Abstract
CPX-351 is a dual-drug liposomal encapsulation of cytarabine and daunorubicin that delivers a synergistic drug ratio. Intact CPX-351 liposomes containing the synergistic drug ratio are taken up to a greater extent by leukemia cells versus normal bone marrow cells, have a high retention of drug cargo, and have a long plasma half-life. This randomized, phase 3 study (NCT01696084) evaluated induction with CPX-351 versus conventional cytarabine/daunorubicin (7+3 regimen) in adults aged 60-75 years with newly diagnosed, treatment-related AML or AML with myelodysplasia-related changes.

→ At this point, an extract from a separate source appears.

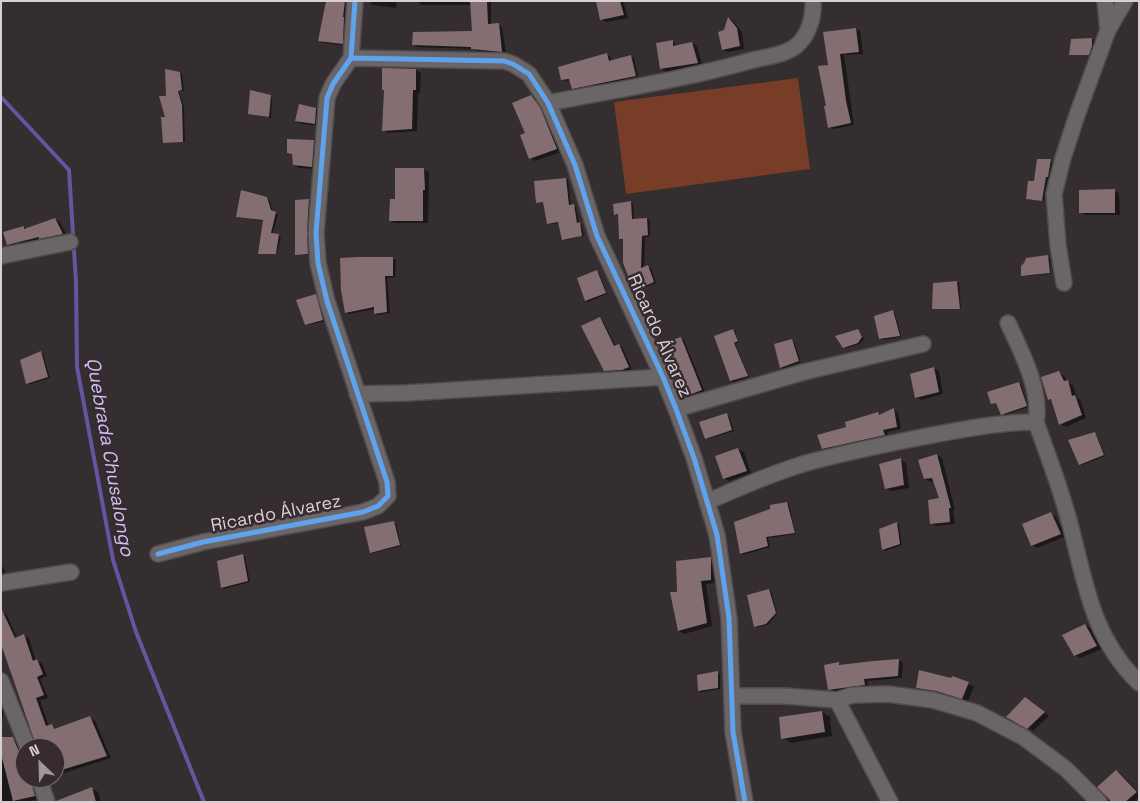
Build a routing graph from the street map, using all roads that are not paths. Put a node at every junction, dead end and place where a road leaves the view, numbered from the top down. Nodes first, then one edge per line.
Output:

Patients were randomized 1:1 to receive 1 to 2 cycles of induction therapy with CPX-351 (100 units/m2 [100 mg/m2 cytarabine and 44 mg/m2 daunorubicin] on Days 1, 3, and 5 [Days 1 and 3 for second induction]) or conventional 7+3 (cytarabine 100 mg/m2/day for 7 days [5 days for second induction] + daunorubicin 60 mg/m2on Days 1-3 [Days 1-2 for second induction]). Patients with complete response (CR) or CR with incomplete platelet or neutrophil recovery (CRi) could receive up to 2 consolidation cycles. Hematopoietic cell transplantation (HCT) was performed at the investigator's discretion; adverse events (AEs) occurring after HCT were not counted in the AE totals for each treatment arm. Here we present a comprehensive analysis of AEs per treatment arm in this clinical trial.
A total of309 patients were enrolled (CPX-351, n = 153; 7+3, n = 156). Baseline characteristics were balanced between arms. Patients treated with CPX-351 had significantly prolonged median overall survival (primary endpoint) compared with the 7+3 arm (9.56 vs 5.95 months, respectively; hazard ratio = 0.69 [95% CI, 0.52, 0.90]; P= 0.005). CPX-351 also resulted in a significantly higher CR+CRi rate versus 7+3 (48% vs 33%, respectively; P= 0.016) and allowed a greater proportion of patients to undergo HCT (34% vs 25%).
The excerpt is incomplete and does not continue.